Clermond-Ferrand : chez « les commerçants », en attendant le train
Dernier arrêt avant le départ : face à la gare de Clermont, le Café de l’Hôtel des Commerçants joue les refuges providentiels quand la ville semble avoir tiré le rideau. Une adresse sans chichi, chaleureuse comme un comptoir d’habitués, où l’on vient tuer le temps… et finalement bien plus que ça.
Ce jour-là, après un voyage lozérien et avec un petit goût de fin de mission accomplie, on n’a pas tergiversé longtemps : truffade de rigueur. Généreuse, filante, bien dorée, escortée d’une bonne salade pour la conscience – et d’une saucisse qui rappelle que l’Auvergne ne plaisante pas avec les traditions.
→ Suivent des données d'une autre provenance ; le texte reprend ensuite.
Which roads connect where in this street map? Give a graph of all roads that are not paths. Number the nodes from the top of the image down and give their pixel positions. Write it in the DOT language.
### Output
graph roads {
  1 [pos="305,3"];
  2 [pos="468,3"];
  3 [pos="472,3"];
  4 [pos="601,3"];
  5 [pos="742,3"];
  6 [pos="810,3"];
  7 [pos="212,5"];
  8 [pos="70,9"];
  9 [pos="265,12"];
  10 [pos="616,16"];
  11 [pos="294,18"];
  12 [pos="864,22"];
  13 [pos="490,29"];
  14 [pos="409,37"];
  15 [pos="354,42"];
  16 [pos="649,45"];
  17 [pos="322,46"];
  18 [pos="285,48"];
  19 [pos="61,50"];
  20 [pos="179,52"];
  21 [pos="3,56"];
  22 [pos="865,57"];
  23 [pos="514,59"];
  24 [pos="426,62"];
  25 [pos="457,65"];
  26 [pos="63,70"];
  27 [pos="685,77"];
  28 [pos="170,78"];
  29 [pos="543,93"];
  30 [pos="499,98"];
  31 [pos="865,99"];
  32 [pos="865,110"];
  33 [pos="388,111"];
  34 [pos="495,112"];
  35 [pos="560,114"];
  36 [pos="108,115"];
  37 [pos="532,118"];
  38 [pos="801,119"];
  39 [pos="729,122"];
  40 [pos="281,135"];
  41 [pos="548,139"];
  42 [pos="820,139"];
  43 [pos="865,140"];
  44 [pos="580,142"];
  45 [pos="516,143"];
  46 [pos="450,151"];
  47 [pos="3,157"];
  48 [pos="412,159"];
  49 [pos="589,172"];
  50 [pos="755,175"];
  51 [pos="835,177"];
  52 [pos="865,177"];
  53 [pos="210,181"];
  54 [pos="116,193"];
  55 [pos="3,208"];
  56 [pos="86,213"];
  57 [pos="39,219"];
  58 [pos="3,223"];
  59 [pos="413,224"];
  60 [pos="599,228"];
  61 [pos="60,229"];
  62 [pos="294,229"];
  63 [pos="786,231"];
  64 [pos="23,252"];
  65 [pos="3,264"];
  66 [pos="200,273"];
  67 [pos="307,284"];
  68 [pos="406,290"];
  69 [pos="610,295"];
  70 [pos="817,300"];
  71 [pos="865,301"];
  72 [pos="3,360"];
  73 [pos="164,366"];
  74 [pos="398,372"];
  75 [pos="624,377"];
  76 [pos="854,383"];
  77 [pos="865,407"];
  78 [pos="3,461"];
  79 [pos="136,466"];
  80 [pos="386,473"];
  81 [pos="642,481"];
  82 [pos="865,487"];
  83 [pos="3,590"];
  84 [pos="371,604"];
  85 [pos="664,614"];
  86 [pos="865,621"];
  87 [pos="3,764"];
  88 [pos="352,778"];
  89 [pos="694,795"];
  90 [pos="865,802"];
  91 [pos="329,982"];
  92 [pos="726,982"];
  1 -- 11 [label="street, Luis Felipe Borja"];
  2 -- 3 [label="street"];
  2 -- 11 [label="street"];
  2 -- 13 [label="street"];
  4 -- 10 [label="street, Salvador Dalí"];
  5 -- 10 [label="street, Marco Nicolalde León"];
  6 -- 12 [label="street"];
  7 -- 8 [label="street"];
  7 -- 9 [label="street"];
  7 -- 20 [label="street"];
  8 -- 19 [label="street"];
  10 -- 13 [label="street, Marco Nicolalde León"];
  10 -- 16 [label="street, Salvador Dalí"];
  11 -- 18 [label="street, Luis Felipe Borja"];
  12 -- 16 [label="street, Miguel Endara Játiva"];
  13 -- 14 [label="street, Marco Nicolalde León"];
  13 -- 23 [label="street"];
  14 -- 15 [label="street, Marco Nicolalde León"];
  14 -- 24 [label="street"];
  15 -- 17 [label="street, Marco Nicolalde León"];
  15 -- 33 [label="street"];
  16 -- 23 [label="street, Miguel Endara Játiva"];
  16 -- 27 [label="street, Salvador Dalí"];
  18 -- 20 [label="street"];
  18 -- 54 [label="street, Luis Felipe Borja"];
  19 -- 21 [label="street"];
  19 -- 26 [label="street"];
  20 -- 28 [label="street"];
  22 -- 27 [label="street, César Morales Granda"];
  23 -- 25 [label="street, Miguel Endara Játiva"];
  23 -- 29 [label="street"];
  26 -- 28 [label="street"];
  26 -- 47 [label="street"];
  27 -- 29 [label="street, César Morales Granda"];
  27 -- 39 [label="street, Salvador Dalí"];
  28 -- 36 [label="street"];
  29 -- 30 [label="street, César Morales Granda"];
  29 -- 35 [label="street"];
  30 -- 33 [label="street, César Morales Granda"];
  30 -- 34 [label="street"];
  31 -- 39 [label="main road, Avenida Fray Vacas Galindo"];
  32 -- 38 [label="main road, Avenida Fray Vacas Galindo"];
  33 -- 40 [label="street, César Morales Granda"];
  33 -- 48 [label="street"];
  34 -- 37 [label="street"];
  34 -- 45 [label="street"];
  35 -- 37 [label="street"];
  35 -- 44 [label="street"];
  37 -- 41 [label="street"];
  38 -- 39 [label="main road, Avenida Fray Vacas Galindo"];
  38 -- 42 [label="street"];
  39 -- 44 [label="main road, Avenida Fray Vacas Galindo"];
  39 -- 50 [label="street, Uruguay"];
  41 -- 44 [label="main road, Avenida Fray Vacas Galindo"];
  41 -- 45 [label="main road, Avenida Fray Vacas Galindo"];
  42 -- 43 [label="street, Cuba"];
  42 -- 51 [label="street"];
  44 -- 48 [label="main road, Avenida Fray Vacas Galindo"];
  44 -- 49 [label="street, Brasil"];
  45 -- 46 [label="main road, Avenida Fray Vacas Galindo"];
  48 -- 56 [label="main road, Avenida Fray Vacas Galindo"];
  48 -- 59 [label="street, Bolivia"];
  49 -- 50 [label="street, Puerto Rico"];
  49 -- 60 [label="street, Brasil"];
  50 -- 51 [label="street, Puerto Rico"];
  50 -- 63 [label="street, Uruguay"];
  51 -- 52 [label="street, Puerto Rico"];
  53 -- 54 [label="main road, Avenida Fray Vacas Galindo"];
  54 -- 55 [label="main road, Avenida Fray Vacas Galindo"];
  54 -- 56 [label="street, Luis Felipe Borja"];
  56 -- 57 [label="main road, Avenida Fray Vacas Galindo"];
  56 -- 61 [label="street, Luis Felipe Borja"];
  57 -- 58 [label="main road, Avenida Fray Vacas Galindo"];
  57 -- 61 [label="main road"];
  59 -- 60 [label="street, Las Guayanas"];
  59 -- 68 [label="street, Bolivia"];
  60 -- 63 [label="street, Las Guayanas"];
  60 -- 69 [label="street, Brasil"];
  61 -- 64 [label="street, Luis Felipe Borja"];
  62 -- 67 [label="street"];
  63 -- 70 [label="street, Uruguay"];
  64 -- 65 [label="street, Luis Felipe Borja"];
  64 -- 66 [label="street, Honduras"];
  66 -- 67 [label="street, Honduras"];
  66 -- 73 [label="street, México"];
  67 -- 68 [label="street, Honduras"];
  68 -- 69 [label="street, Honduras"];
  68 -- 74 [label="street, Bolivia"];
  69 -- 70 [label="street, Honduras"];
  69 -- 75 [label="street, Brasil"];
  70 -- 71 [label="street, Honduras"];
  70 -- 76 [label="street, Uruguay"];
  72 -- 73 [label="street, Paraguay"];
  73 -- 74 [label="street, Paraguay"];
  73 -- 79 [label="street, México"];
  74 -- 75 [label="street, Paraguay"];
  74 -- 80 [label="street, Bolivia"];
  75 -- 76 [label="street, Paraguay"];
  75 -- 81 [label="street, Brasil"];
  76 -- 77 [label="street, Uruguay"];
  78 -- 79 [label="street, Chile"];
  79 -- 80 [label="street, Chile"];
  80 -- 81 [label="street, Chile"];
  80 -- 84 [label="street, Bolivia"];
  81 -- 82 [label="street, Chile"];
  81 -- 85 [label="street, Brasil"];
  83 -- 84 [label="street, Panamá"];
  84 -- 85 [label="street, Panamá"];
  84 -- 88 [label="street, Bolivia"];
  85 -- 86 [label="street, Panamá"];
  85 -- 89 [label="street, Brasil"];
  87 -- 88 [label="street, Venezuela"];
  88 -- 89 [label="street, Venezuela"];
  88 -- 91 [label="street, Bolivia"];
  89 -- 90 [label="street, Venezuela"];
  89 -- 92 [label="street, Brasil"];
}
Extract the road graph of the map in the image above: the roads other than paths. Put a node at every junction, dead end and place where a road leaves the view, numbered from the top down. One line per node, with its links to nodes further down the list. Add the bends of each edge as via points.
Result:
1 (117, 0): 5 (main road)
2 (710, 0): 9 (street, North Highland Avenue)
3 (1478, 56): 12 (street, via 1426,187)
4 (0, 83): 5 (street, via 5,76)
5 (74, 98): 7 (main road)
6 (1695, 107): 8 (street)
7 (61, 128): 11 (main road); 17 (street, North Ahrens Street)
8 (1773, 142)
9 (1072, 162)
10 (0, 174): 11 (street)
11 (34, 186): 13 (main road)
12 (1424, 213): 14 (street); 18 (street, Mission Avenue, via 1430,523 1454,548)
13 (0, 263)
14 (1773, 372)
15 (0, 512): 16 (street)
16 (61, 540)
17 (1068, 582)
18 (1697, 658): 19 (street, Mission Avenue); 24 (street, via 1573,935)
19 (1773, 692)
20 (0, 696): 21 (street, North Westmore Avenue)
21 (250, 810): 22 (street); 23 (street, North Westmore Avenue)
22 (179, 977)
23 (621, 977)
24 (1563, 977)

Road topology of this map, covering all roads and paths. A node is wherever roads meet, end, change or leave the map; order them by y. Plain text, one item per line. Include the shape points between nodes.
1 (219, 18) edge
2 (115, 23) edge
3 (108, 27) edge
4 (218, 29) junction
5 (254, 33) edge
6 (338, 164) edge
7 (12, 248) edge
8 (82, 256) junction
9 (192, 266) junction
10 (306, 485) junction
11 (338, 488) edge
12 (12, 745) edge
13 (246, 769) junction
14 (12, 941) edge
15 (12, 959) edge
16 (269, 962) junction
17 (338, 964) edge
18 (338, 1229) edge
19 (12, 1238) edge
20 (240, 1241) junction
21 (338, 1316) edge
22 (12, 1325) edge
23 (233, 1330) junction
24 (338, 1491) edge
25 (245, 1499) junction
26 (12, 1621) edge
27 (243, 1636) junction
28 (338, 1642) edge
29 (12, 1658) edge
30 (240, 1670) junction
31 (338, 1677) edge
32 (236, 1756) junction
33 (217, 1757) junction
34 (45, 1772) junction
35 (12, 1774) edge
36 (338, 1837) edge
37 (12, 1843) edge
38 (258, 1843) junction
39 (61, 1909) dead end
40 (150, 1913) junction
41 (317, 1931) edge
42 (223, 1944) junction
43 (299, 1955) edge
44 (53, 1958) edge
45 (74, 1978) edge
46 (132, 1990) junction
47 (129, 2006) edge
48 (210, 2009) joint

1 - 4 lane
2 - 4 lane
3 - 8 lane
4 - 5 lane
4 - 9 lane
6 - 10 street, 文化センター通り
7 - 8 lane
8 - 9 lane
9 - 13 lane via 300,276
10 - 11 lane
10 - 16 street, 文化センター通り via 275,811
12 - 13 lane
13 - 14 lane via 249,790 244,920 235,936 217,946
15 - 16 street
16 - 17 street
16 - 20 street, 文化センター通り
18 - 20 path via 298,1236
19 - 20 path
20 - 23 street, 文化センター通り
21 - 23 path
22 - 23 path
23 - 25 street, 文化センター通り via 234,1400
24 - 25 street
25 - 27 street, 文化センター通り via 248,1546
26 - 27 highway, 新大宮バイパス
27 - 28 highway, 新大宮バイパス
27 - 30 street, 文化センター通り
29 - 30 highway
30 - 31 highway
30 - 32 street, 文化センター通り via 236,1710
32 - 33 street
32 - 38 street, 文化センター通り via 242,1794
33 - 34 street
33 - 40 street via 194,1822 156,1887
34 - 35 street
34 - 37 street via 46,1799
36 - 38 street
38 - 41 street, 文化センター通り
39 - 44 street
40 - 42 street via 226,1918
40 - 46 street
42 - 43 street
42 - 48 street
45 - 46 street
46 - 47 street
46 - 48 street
Dans les verres, un côtes d’Auvergne signé Heyraud, cuvée « Reflets », gamay, pinot noir, franc, gouleyant, parfait compagnon de ce moment simple et sincère. Le genre de vin qui ne cherche pas à impressionner mais qui met tout le monde d’accord.
On venait attendre un train, on a trouvé une parenthèse. Comme souvent, les meilleurs souvenirs naissent là où on ne les attend pas.